### TASK GOAL:
Retype all of the entries that appear below, keeping them exactly as they are.

=== Begin Enclosure ===

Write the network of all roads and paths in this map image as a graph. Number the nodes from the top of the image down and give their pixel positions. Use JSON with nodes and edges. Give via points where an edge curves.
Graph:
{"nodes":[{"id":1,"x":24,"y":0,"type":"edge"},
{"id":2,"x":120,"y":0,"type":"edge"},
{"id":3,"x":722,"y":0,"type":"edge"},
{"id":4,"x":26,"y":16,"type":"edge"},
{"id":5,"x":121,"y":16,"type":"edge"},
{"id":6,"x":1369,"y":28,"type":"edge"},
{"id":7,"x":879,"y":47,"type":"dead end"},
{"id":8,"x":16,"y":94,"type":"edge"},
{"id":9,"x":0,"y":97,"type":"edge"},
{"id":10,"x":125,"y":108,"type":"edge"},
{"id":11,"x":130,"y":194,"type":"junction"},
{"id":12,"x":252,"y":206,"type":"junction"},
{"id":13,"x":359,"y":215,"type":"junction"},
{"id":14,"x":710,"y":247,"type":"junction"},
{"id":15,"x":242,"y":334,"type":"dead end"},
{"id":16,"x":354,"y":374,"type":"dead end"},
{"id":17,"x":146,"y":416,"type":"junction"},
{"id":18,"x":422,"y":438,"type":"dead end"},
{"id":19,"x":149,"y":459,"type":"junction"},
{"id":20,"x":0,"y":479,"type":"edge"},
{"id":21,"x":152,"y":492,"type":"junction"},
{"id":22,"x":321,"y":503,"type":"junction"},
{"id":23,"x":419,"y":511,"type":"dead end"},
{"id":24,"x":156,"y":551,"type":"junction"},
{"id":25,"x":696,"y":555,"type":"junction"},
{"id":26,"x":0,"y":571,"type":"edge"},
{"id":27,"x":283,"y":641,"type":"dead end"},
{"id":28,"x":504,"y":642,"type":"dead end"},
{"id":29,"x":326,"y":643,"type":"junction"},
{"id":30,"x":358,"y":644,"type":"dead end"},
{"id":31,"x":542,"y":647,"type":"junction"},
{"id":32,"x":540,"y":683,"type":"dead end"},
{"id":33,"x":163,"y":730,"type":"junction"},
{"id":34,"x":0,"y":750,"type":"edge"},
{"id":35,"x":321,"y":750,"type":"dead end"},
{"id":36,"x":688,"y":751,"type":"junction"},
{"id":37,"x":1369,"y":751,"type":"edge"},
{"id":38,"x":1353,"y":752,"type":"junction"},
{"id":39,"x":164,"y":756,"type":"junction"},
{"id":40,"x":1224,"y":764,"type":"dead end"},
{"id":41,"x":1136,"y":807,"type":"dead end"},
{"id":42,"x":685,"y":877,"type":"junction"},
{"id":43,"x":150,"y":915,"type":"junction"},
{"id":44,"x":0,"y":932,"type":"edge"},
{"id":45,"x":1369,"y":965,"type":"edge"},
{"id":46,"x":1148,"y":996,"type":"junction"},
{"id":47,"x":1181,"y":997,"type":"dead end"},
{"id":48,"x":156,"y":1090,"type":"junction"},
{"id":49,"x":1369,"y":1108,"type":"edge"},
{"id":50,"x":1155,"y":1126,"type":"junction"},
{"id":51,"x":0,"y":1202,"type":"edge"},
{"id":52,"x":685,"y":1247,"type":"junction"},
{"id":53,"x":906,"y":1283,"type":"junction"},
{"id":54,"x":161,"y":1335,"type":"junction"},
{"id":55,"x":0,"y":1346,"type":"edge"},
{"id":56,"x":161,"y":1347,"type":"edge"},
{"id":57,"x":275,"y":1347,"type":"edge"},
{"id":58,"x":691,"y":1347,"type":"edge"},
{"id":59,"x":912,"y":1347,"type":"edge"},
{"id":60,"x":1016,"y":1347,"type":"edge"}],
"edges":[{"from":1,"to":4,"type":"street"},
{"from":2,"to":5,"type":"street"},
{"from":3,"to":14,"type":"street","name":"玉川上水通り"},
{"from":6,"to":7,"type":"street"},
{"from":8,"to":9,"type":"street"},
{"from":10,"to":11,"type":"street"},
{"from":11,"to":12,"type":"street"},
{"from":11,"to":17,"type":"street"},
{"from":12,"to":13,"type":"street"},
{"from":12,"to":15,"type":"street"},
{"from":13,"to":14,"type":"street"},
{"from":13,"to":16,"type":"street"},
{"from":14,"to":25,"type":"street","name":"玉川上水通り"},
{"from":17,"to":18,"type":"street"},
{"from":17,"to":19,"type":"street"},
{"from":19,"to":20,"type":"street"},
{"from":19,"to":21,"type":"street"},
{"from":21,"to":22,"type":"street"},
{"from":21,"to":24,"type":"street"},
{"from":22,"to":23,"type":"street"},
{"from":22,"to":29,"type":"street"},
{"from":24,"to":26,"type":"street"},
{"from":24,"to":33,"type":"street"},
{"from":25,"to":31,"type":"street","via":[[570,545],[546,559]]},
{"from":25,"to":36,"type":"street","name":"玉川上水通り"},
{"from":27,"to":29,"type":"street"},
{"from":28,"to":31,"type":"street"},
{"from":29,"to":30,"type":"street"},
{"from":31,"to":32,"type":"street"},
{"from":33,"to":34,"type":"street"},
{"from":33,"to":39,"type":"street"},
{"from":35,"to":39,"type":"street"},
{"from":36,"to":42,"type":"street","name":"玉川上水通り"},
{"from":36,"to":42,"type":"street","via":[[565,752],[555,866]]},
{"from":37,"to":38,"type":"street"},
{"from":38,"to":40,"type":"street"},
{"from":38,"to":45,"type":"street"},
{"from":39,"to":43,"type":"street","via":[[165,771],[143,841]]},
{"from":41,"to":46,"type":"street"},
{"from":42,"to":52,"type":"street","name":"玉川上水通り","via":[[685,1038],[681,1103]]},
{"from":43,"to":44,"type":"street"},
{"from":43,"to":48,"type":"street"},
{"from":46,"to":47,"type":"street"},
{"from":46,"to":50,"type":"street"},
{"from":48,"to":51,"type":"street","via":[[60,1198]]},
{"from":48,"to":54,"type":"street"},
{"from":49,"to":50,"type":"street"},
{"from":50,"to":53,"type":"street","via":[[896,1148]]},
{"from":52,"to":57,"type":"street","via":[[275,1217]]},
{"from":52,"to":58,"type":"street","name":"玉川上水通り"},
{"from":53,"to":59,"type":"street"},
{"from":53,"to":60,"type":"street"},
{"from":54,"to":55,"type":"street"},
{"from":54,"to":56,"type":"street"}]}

=== End Enclosure ===

### TASK OUTPUT:
Write the network of all roads and paths in this map image as a graph. Number the nodes from the top of the image down and give their pixel positions. Use JSON with nodes and edges. Give via points where an edge curves.
Graph:
{"nodes":[{"id":1,"x":24,"y":0,"type":"edge"},
{"id":2,"x":120,"y":0,"type":"edge"},
{"id":3,"x":722,"y":0,"type":"edge"},
{"id":4,"x":26,"y":16,"type":"edge"},
{"id":5,"x":121,"y":16,"type":"edge"},
{"id":6,"x":1369,"y":28,"type":"edge"},
{"id":7,"x":879,"y":47,"type":"dead end"},
{"id":8,"x":16,"y":94,"type":"edge"},
{"id":9,"x":0,"y":97,"type":"edge"},
{"id":10,"x":125,"y":108,"type":"edge"},
{"id":11,"x":130,"y":194,"type":"junction"},
{"id":12,"x":252,"y":206,"type":"junction"},
{"id":13,"x":359,"y":215,"type":"junction"},
{"id":14,"x":710,"y":247,"type":"junction"},
{"id":15,"x":242,"y":334,"type":"dead end"},
{"id":16,"x":354,"y":374,"type":"dead end"},
{"id":17,"x":146,"y":416,"type":"junction"},
{"id":18,"x":422,"y":438,"type":"dead end"},
{"id":19,"x":149,"y":459,"type":"junction"},
{"id":20,"x":0,"y":479,"type":"edge"},
{"id":21,"x":152,"y":492,"type":"junction"},
{"id":22,"x":321,"y":503,"type":"junction"},
{"id":23,"x":419,"y":511,"type":"dead end"},
{"id":24,"x":156,"y":551,"type":"junction"},
{"id":25,"x":696,"y":555,"type":"junction"},
{"id":26,"x":0,"y":571,"type":"edge"},
{"id":27,"x":283,"y":641,"type":"dead end"},
{"id":28,"x":504,"y":642,"type":"dead end"},
{"id":29,"x":326,"y":643,"type":"junction"},
{"id":30,"x":358,"y":644,"type":"dead end"},
{"id":31,"x":542,"y":647,"type":"junction"},
{"id":32,"x":540,"y":683,"type":"dead end"},
{"id":33,"x":163,"y":730,"type":"junction"},
{"id":34,"x":0,"y":750,"type":"edge"},
{"id":35,"x":321,"y":750,"type":"dead end"},
{"id":36,"x":688,"y":751,"type":"junction"},
{"id":37,"x":1369,"y":751,"type":"edge"},
{"id":38,"x":1353,"y":752,"type":"junction"},
{"id":39,"x":164,"y":756,"type":"junction"},
{"id":40,"x":1224,"y":764,"type":"dead end"},
{"id":41,"x":1136,"y":807,"type":"dead end"},
{"id":42,"x":685,"y":877,"type":"junction"},
{"id":43,"x":150,"y":915,"type":"junction"},
{"id":44,"x":0,"y":932,"type":"edge"},
{"id":45,"x":1369,"y":965,"type":"edge"},
{"id":46,"x":1148,"y":996,"type":"junction"},
{"id":47,"x":1181,"y":997,"type":"dead end"},
{"id":48,"x":156,"y":1090,"type":"junction"},
{"id":49,"x":1369,"y":1108,"type":"edge"},
{"id":50,"x":1155,"y":1126,"type":"junction"},
{"id":51,"x":0,"y":1202,"type":"edge"},
{"id":52,"x":685,"y":1247,"type":"junction"},
{"id":53,"x":906,"y":1283,"type":"junction"},
{"id":54,"x":161,"y":1335,"type":"junction"},
{"id":55,"x":0,"y":1346,"type":"edge"},
{"id":56,"x":161,"y":1347,"type":"edge"},
{"id":57,"x":275,"y":1347,"type":"edge"},
{"id":58,"x":691,"y":1347,"type":"edge"},
{"id":59,"x":912,"y":1347,"type":"edge"},
{"id":60,"x":1016,"y":1347,"type":"edge"}],
"edges":[{"from":1,"to":4,"type":"street"},
{"from":2,"to":5,"type":"street"},
{"from":3,"to":14,"type":"street","name":"玉川上水通り"},
{"from":6,"to":7,"type":"street"},
{"from":8,"to":9,"type":"street"},
{"from":10,"to":11,"type":"street"},
{"from":11,"to":12,"type":"street"},
{"from":11,"to":17,"type":"street"},
{"from":12,"to":13,"type":"street"},
{"from":12,"to":15,"type":"street"},
{"from":13,"to":14,"type":"street"},
{"from":13,"to":16,"type":"street"},
{"from":14,"to":25,"type":"street","name":"玉川上水通り"},
{"from":17,"to":18,"type":"street"},
{"from":17,"to":19,"type":"street"},
{"from":19,"to":20,"type":"street"},
{"from":19,"to":21,"type":"street"},
{"from":21,"to":22,"type":"street"},
{"from":21,"to":24,"type":"street"},
{"from":22,"to":23,"type":"street"},
{"from":22,"to":29,"type":"street"},
{"from":24,"to":26,"type":"street"},
{"from":24,"to":33,"type":"street"},
{"from":25,"to":31,"type":"street","via":[[570,545],[546,559]]},
{"from":25,"to":36,"type":"street","name":"玉川上水通り"},
{"from":27,"to":29,"type":"street"},
{"from":28,"to":31,"type":"street"},
{"from":29,"to":30,"type":"street"},
{"from":31,"to":32,"type":"street"},
{"from":33,"to":34,"type":"street"},
{"from":33,"to":39,"type":"street"},
{"from":35,"to":39,"type":"street"},
{"from":36,"to":42,"type":"street","name":"玉川上水通り"},
{"from":36,"to":42,"type":"street","via":[[565,752],[555,866]]},
{"from":37,"to":38,"type":"street"},
{"from":38,"to":40,"type":"street"},
{"from":38,"to":45,"type":"street"},
{"from":39,"to":43,"type":"street","via":[[165,771],[143,841]]},
{"from":41,"to":46,"type":"street"},
{"from":42,"to":52,"type":"street","name":"玉川上水通り","via":[[685,1038],[681,1103]]},
{"from":43,"to":44,"type":"street"},
{"from":43,"to":48,"type":"street"},
{"from":46,"to":47,"type":"street"},
{"from":46,"to":50,"type":"street"},
{"from":48,"to":51,"type":"street","via":[[60,1198]]},
{"from":48,"to":54,"type":"street"},
{"from":49,"to":50,"type":"street"},
{"from":50,"to":53,"type":"street","via":[[896,1148]]},
{"from":52,"to":57,"type":"street","via":[[275,1217]]},
{"from":52,"to":58,"type":"street","name":"玉川上水通り"},
{"from":53,"to":59,"type":"street"},
{"from":53,"to":60,"type":"street"},
{"from":54,"to":55,"type":"street"},
{"from":54,"to":56,"type":"street"}]}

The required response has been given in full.